Okay. Kind of defeats the idea of a morning jolt to have decaf anything, and an Americano by definition is made with water. What she wanted was iced decaf. THEN, to add insult to what-the-heck is going on here, when handed the beverage she wanted them to fill it the rest of the way with milk. Maybe it was 2%. Or soy. I don't know because by then we were in the payment problem.

She'd left home without her debit card. She didn't have the $2.44 for the beverage. Could she write a check?

A check? What's that in big urban Dallas? I haven't seen a check pulled out of anyone's wallet in ages. Everybody debits or credits or occasionally (like me) pays cash.

They agreed to a check and she dashed it off. Into the machine it went. Out. In. Out. By this time, she was consuming whatever coffee-like atrocity she had, so there was really no giving it back. The cash register (what an anachronistic name) stopped. It wanted a driver's license. For a $2.44 check. It was even, as she pointed out, drawn on the bank whose offices were inside the grocery store.

She handed her license over. Punch, punch, punch. The check goes in and out and in and out... and something else comes up on the screen and the clerk, herself now not feeling too well, calls over her superior. There was a problem she'd not seen before.

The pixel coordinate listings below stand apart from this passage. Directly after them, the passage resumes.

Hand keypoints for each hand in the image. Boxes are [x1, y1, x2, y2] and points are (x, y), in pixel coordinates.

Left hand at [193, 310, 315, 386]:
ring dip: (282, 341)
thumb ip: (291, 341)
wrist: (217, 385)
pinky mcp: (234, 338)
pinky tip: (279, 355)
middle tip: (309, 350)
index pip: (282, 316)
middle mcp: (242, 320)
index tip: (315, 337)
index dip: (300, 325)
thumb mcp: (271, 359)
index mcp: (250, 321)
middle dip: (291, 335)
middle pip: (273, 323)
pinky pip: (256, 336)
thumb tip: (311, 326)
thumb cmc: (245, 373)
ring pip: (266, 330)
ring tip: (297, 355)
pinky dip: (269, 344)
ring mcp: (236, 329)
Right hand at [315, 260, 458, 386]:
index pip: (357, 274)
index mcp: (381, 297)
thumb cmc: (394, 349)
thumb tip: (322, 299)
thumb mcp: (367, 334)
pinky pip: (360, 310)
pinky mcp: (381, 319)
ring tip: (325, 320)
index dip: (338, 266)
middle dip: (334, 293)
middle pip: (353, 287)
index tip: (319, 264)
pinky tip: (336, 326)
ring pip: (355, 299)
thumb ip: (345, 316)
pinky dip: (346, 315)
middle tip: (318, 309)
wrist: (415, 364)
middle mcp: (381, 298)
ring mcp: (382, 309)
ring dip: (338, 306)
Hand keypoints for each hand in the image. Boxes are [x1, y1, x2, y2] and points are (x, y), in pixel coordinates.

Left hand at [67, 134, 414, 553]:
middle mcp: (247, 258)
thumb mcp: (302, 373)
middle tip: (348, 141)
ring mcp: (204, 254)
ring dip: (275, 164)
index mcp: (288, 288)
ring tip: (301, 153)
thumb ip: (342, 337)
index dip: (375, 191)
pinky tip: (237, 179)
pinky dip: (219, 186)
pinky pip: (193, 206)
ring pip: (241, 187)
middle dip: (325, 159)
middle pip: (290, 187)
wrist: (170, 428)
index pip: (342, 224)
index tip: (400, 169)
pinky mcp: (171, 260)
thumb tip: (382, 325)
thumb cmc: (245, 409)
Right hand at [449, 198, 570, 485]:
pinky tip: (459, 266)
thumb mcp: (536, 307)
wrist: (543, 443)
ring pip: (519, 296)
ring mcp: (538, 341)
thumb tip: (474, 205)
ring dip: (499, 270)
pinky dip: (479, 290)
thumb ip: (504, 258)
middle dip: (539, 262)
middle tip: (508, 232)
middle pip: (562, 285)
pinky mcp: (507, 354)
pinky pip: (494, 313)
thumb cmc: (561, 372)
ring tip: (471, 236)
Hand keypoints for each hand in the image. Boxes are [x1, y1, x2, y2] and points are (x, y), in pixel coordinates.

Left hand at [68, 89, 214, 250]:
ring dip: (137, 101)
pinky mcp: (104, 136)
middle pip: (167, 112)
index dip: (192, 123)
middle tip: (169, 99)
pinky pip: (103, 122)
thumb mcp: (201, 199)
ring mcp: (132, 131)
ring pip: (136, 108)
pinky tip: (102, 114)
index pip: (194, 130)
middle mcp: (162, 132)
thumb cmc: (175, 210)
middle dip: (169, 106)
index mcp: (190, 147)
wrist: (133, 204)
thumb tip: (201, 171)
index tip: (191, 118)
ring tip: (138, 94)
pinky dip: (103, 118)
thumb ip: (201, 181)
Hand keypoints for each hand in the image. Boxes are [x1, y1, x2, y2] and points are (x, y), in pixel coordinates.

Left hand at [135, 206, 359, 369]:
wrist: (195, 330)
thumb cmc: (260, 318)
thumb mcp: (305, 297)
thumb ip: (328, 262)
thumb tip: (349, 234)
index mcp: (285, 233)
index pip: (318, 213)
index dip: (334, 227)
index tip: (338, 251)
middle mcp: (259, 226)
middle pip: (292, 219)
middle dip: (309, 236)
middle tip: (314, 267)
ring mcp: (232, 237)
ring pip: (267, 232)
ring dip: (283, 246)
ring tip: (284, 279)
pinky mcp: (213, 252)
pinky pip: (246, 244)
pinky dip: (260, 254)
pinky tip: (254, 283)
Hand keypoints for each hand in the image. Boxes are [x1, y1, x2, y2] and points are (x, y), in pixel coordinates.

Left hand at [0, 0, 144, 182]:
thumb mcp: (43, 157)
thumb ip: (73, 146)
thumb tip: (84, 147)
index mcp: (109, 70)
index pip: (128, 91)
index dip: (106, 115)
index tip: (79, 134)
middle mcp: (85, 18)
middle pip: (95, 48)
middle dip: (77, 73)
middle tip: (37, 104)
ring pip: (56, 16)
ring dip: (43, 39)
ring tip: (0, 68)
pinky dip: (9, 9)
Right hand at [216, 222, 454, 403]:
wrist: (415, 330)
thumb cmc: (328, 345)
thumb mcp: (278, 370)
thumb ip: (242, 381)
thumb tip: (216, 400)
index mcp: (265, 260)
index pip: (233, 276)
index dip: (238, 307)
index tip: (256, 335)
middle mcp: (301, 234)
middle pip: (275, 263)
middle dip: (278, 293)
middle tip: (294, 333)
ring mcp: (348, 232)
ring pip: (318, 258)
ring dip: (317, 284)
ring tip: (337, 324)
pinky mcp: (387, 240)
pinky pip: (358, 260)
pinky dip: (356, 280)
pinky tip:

While Two takes over that problem, One asks to get my beverage started. I point out my special pastry and she pulls it out, then asks her boss if there's any way they can ring it up. Of course not. There's only one register. By this time, they're calling the manager of the grocery store over and I'm tapping my foot. Time has nothing to do with this. I have plenty of time. After all, that's what my tattoo proclaims, right? I'm focusing all my chagrin on the woman who doesn't know what coffee is.

"I have cash," I say. "How much is it?" Two eleven they tell me. I find the exact change (whew!--I could have ended up making a donation of pennies to them--and I would have), snatch up my ill-gotten gain and go to the car. There, I unwrap my package, decide where to take the first bite, and wait for the Chick with the Check to emerge from the store.

She flies out the door and down the sidewalk about the time I realize I don't care for this particular pastry at all.